Possiamo escluderlo.
Il bricolage di Cabrini e Solidago è per l'appunto un bricolage, cioè un'operazione "gratuita" e non contiene un programma nel momento in cui fa uso dell'assemblage.
Non a caso questa personale espone anche prove di scrittura. Mescolati ai quadri di pittura combinata e alle piccole installazioni troviamo infatti due romanzi degli stessi autori: Vero quasi vero (2014) e Il (suo) doppio (2015).
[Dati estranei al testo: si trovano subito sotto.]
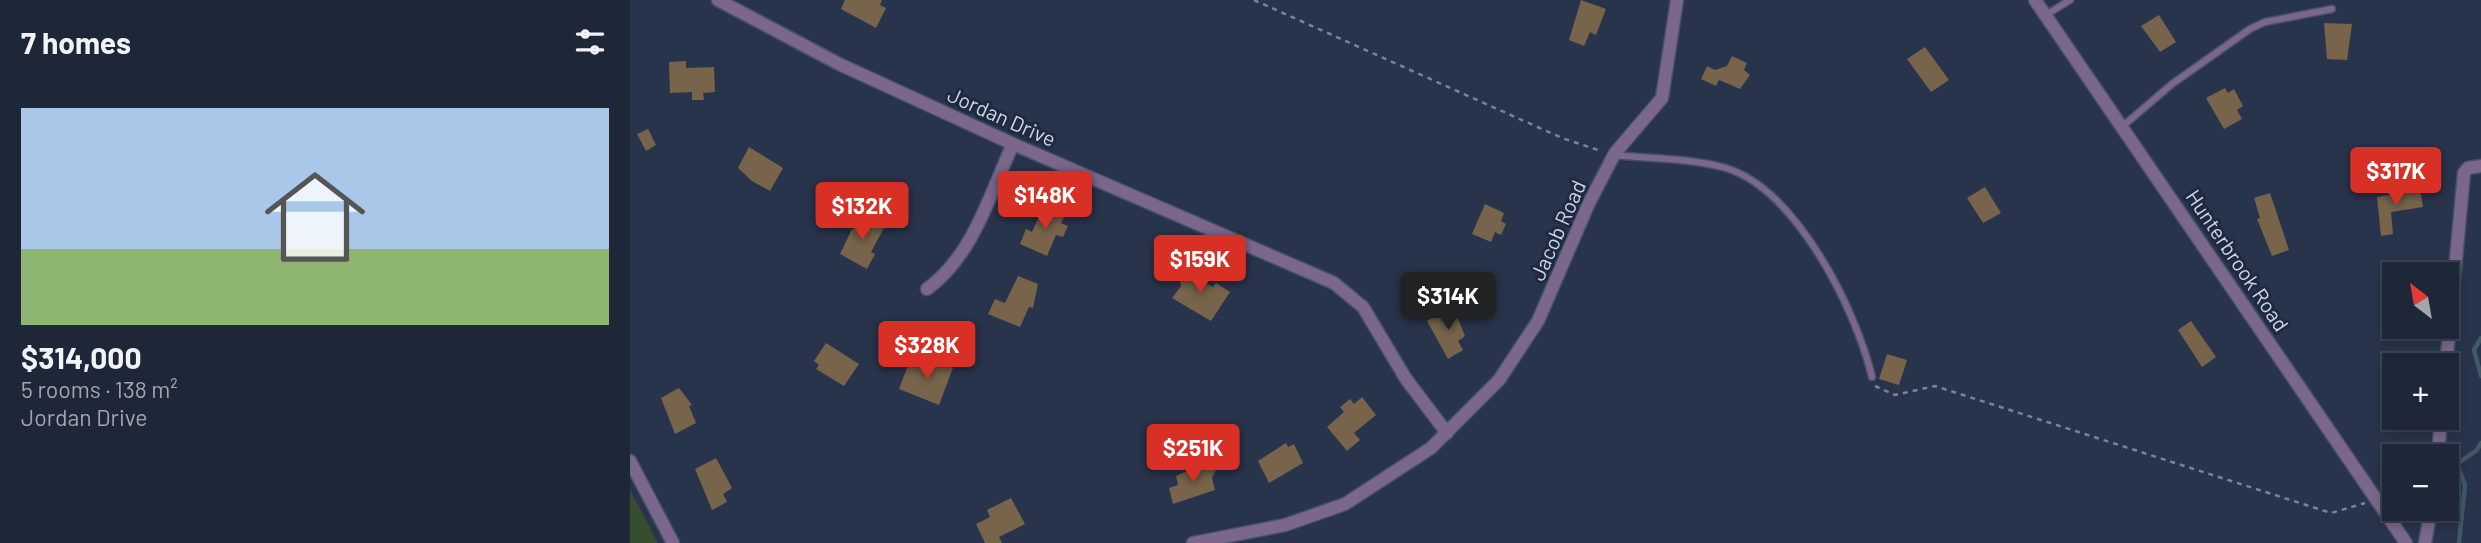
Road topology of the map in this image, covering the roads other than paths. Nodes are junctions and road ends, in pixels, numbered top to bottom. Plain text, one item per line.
1 (718, 0) edge
2 (1677, 0) edge
3 (2035, 0) edge
4 (2070, 0) edge
5 (2332, 9) dead end
6 (2046, 15) junction
7 (2123, 126) junction
8 (1013, 144) junction
9 (1614, 155) junction
10 (2481, 166) edge
11 (927, 289) dead end
12 (2447, 353) edge
13 (1872, 377) road end
14 (1447, 433) junction
15 (630, 461) edge
16 (2378, 499) junction
17 (2382, 500) edge
18 (2429, 521) edge
19 (673, 543) edge
20 (1193, 543) edge
21 (2406, 543) edge
22 (2425, 543) edge

1 - 8 street, Jordan Drive
2 - 9 street, Jacob Road
3 - 6 street, Hunterbrook Road
4 - 6 lane
5 - 7 lane
6 - 7 street, Hunterbrook Road
7 - 16 street, Hunterbrook Road
8 - 11 street
8 - 14 street, Jordan Drive
9 - 13 lane
9 - 14 street, Jacob Road
10 - 12 street
14 - 20 street, Jacob Road
15 - 19 street
16 - 17 street
16 - 21 street, Hunterbrook Road
18 - 22 street

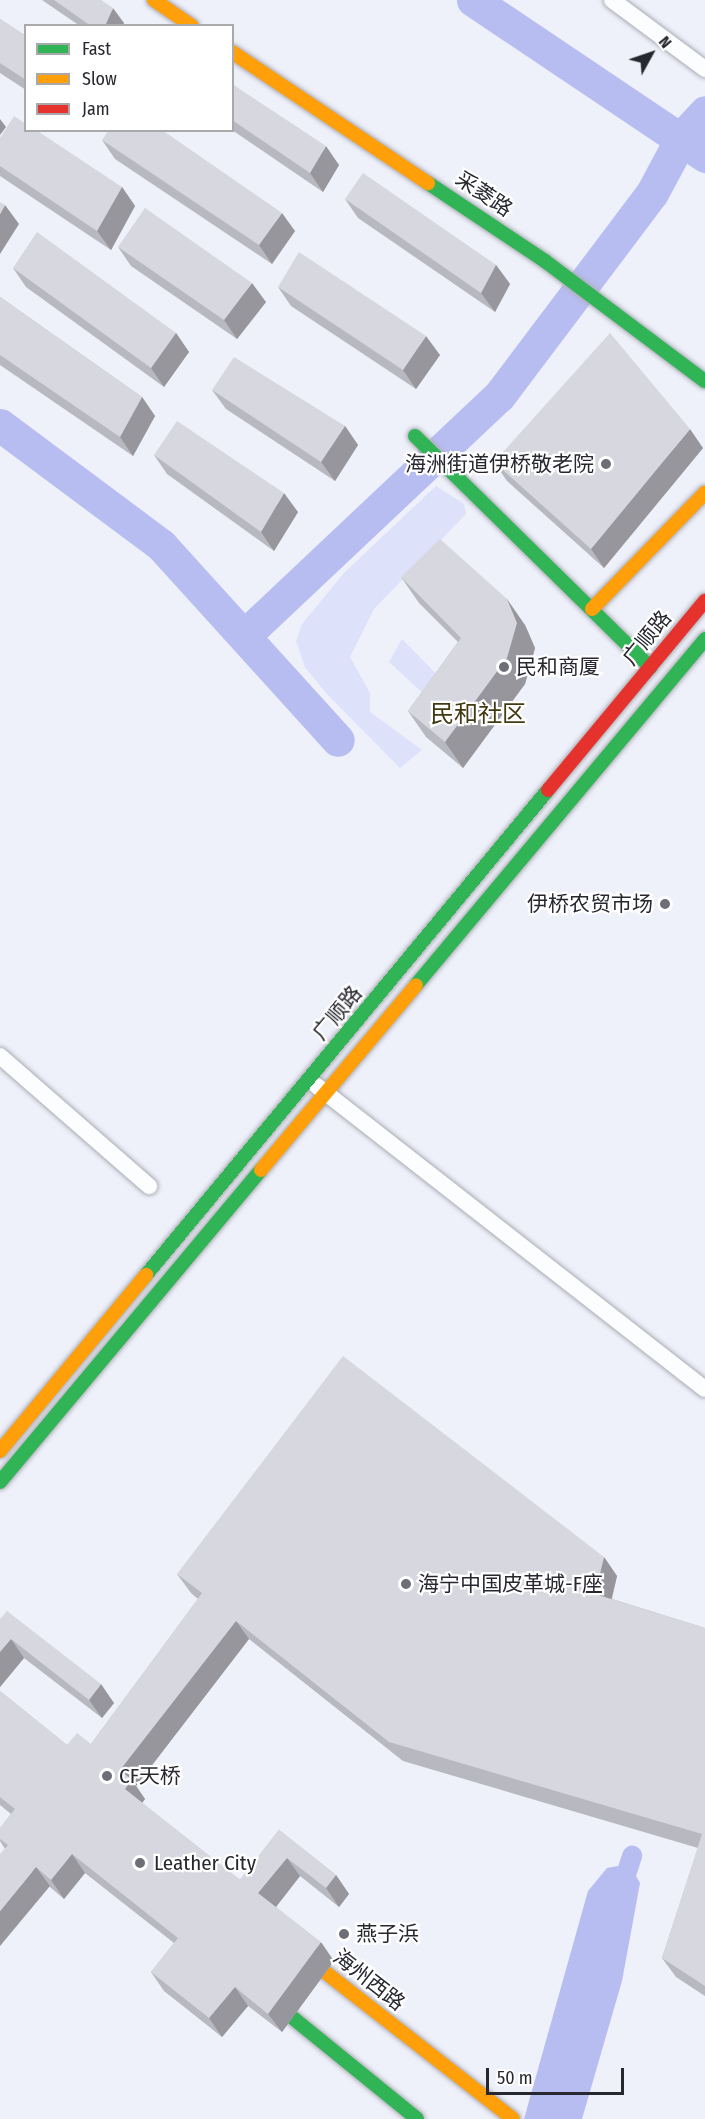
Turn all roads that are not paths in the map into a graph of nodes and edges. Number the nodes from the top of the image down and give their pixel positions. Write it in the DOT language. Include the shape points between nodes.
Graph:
graph roads {
  1 [pos="154,0"];
  2 [pos="612,0"];
  3 [pos="189,24"];
  4 [pos="234,53"];
  5 [pos="705,69"];
  6 [pos="705,381"];
  7 [pos="415,436"];
  8 [pos="705,493"];
  9 [pos="705,600"];
  10 [pos="592,609"];
  11 [pos="705,639"];
  12 [pos="650,667"];
  13 [pos="0,1056"];
  14 [pos="309,1080"];
  15 [pos="325,1092"];
  16 [pos="149,1186"];
  17 [pos="705,1389"];
  18 [pos="0,1451"];
  19 [pos="0,1482"];
  20 [pos="281,1938"];
  21 [pos="245,1980"];
  22 [pos="417,2119"];
  23 [pos="513,2119"];
  1 -- 3 [label="main road"];
  2 -- 5 [label="street"];
  4 -- 6 [label="main road, 采菱路" via="546,261"];
  7 -- 10 [label="main road"];
  8 -- 10 [label="main road"];
  9 -- 12 [label="main road, 广顺路"];
  10 -- 12 [label="main road"];
  11 -- 15 [label="main road, 广顺路"];
  12 -- 14 [label="main road, 广顺路"];
  13 -- 16 [label="street"];
  14 -- 15 [label="street"];
  14 -- 18 [label="main road, 广顺路"];
  15 -- 17 [label="street"];
  15 -- 19 [label="main road, 广顺路"];
  20 -- 23 [label="main road, 海州西路"];
  21 -- 22 [label="main road"];
}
Si tratta di romanzi rigorosamente auto-prodotti, che sono orgogliosi di non aver bussato alla porta di nessun editore. A loro modo sono dei "pezzi unici", nel senso che la tiratura bassissima (50 copie l'uno) ne fa quasi dei manufatti artigianali e non dei prodotti in serie.
Il senso di questa co-presenza può essere facilmente frainteso. E non si escludono interpretazioni maliziose.
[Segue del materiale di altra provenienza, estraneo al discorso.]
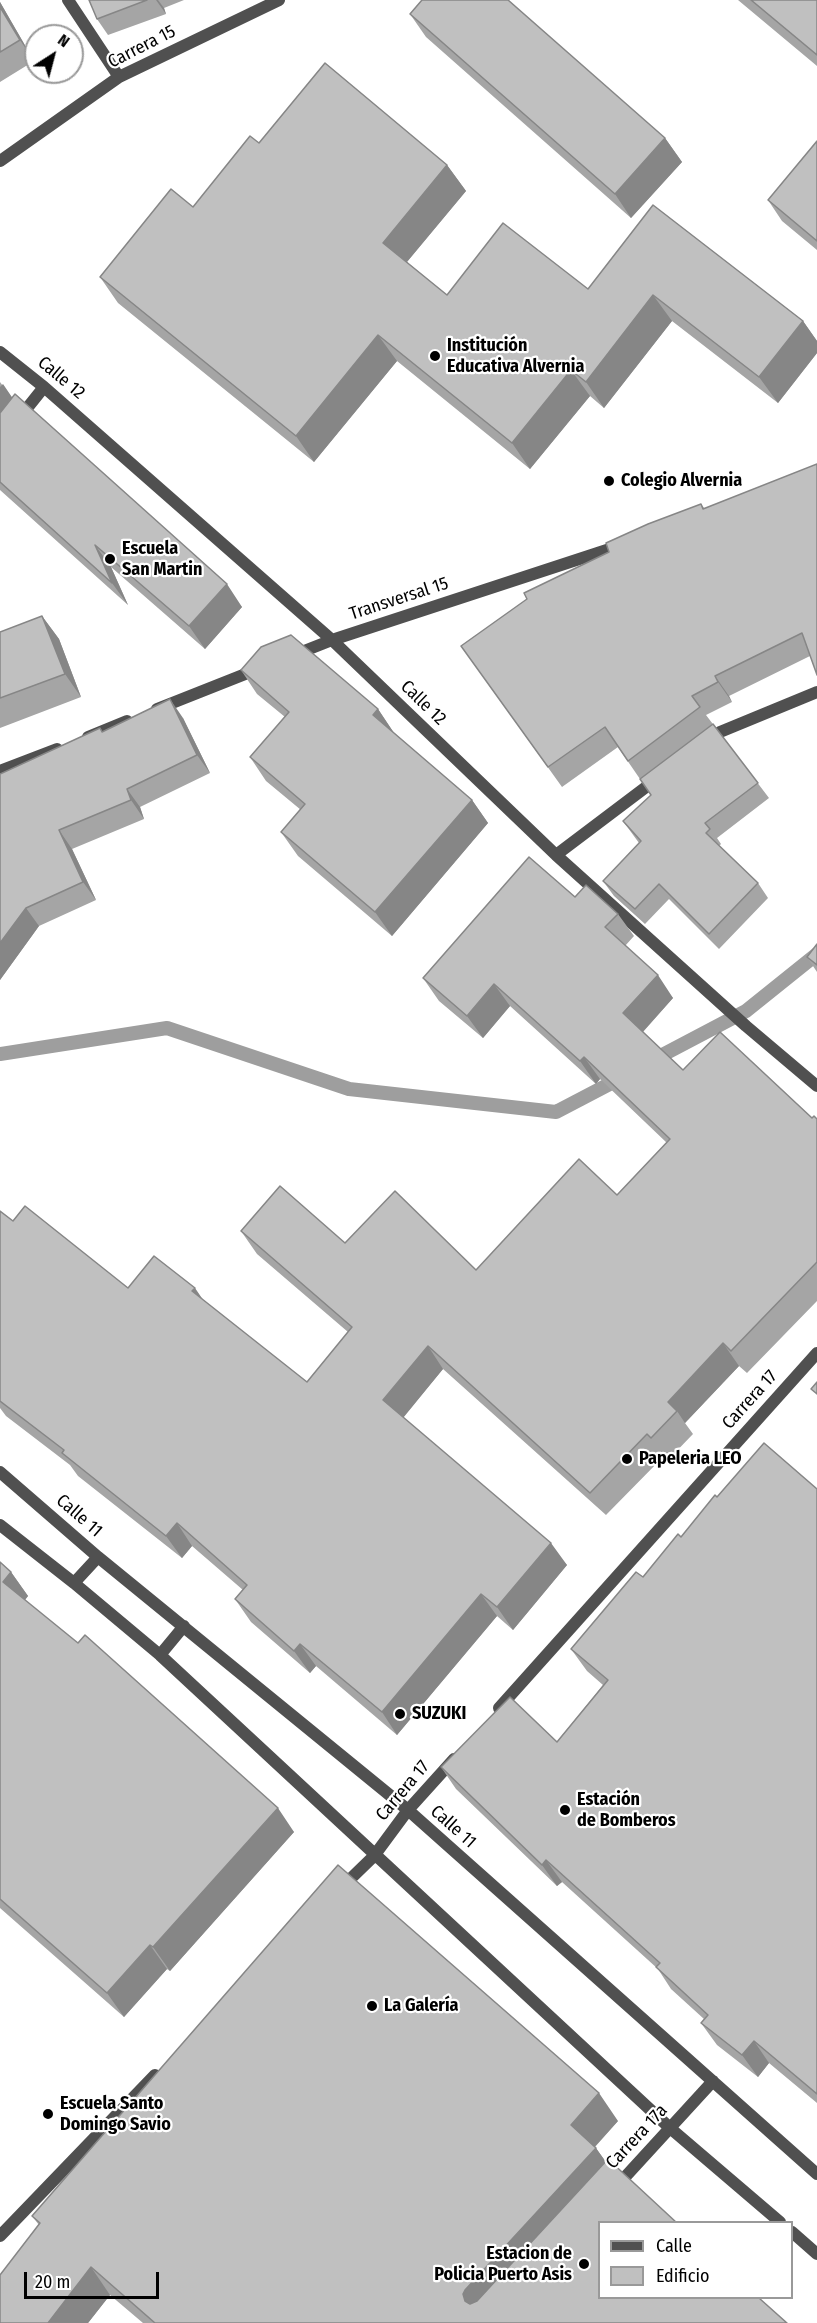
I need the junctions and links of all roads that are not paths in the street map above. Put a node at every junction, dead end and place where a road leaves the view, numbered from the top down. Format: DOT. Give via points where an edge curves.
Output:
graph roads {
  1 [pos="68,0"];
  2 [pos="279,0"];
  3 [pos="119,77"];
  4 [pos="0,161"];
  5 [pos="0,352"];
  6 [pos="44,387"];
  7 [pos="0,442"];
  8 [pos="636,540"];
  9 [pos="332,640"];
  10 [pos="288,658"];
  11 [pos="266,666"];
  12 [pos="817,692"];
  13 [pos="702,746"];
  14 [pos="0,771"];
  15 [pos="665,773"];
  16 [pos="556,855"];
  17 [pos="817,1086"];
  18 [pos="817,1353"];
  19 [pos="0,1472"];
  20 [pos="0,1525"];
  21 [pos="98,1557"];
  22 [pos="74,1583"];
  23 [pos="184,1626"];
  24 [pos="160,1655"];
  25 [pos="495,1714"];
  26 [pos="463,1749"];
  27 [pos="408,1810"];
  28 [pos="374,1856"];
  29 [pos="334,1896"];
  30 [pos="163,2067"];
  31 [pos="713,2081"];
  32 [pos="670,2128"];
  33 [pos="817,2174"];
  34 [pos="608,2196"];
  35 [pos="778,2221"];
  36 [pos="793,2233"];
  37 [pos="0,2236"];
  38 [pos="817,2254"];
  1 -- 3 [label="street"];
  2 -- 3 [label="street, Carrera 15"];
  3 -- 4 [label="street, Carrera 15"];
  5 -- 6 [label="street, Calle 12"];
  6 -- 7 [label="street"];
  6 -- 9 [label="street, Calle 12"];
  8 -- 9 [label="street, Transversal 15"];
  9 -- 10 [label="street, Transversal 15"];
  9 -- 16 [label="street, Calle 12"];
  11 -- 14 [label="street"];
  12 -- 13 [label="street" via="720,732"];
  15 -- 16 [label="street"];
  16 -- 17 [label="street, Calle 12"];
  18 -- 25 [label="street, Carrera 17"];
  19 -- 21 [label="street, Calle 11"];
  20 -- 22 [label="street"];
  21 -- 22 [label="street"];
  21 -- 23 [label="street, Calle 11"];
  22 -- 24 [label="street"];
  23 -- 24 [label="street"];
  23 -- 27 [label="street, Calle 11"];
  24 -- 28 [label="street"];
  26 -- 27 [label="street, Carrera 17"];
  27 -- 28 [label="street, Carrera 17"];
  27 -- 31 [label="street, Calle 11"];
  28 -- 29 [label="street, Carrera 17"];
  28 -- 32 [label="street"];
  30 -- 37 [label="street"];
  31 -- 32 [label="street, Carrera 17a"];
  31 -- 33 [label="street, Calle 11"];
  32 -- 34 [label="street, Carrera 17a"];
  32 -- 35 [label="street"];
  36 -- 38 [label="street"];
}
Gli autori per parte loro hanno voluto mescolare le carte per celebrare una sorta di happening: il vernissage, più che per esporre dei pezzi, è stato organizzato per dar vita a un racconto. In cui immagini, oggetti, parole, trame si intrecciano e collaborano a imbastire una sorta di tableau vivant.
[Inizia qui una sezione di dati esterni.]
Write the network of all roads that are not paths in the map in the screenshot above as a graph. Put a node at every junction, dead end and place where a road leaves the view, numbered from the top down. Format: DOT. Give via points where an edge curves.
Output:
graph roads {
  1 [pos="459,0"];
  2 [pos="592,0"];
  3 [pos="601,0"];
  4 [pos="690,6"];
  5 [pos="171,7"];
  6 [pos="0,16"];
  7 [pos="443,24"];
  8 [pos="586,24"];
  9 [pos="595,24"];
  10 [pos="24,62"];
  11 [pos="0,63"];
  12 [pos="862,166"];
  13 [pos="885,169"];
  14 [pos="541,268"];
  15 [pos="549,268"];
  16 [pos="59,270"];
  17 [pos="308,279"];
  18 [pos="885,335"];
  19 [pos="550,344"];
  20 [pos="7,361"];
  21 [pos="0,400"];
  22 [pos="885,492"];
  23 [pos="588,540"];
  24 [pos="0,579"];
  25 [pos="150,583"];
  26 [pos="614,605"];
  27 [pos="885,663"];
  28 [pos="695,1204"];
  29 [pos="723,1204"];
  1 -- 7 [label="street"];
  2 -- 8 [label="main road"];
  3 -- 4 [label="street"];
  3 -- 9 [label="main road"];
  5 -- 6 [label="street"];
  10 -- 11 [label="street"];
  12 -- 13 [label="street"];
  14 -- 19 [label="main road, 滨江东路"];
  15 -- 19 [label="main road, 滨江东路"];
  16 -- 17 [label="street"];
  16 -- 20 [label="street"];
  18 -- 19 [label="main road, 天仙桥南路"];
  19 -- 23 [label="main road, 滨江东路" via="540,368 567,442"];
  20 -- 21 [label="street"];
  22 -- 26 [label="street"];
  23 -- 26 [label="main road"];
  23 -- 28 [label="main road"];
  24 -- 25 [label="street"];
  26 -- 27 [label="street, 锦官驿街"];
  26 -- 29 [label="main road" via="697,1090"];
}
Cabrini e Solidago sono concordi su una cosa: se l'attenzione del pubblico è ormai calamitata più dal personaggio (immagine) che dal suo lavoro (opera), perché non provare a rovesciare lo schema?
Ovverosia proporre un autore esordiente, ma anziano (Cabrini); un autore inesistente (Solidago) e un'opera che non si colloca in un punto preciso della mappa delle arti, perché a volte sposa il convenzionale (il quadro ad olio), altre volte civetta con il non artistico (l'oggetto), altre volte -con le micro installazioni- si espande in uno spazio ironico.
(l'inconscio della bambola) |
Si tratta, badate bene, di prodotti in tutti i casi volutamente "poveri", semplici, sobri. In controtendenza rispetto a un mondo artistico che è sempre più proiettato (sulla scia dei fratelli Chapman), in una conturbante corsa verso il post-human. O che si abbuffa di vuote immagini estetizzanti.
Alla fine, eccolo qui programma. Fare una mostra che si dipani come riposante racconto di villaggio. Che non nasce dal culto dello strapaese o dalla nostalgia delle lucciole. Ma nasce, in epoca di Expo, dal fastidio verso una internazionalizzazione culturale pilotata dal marketing.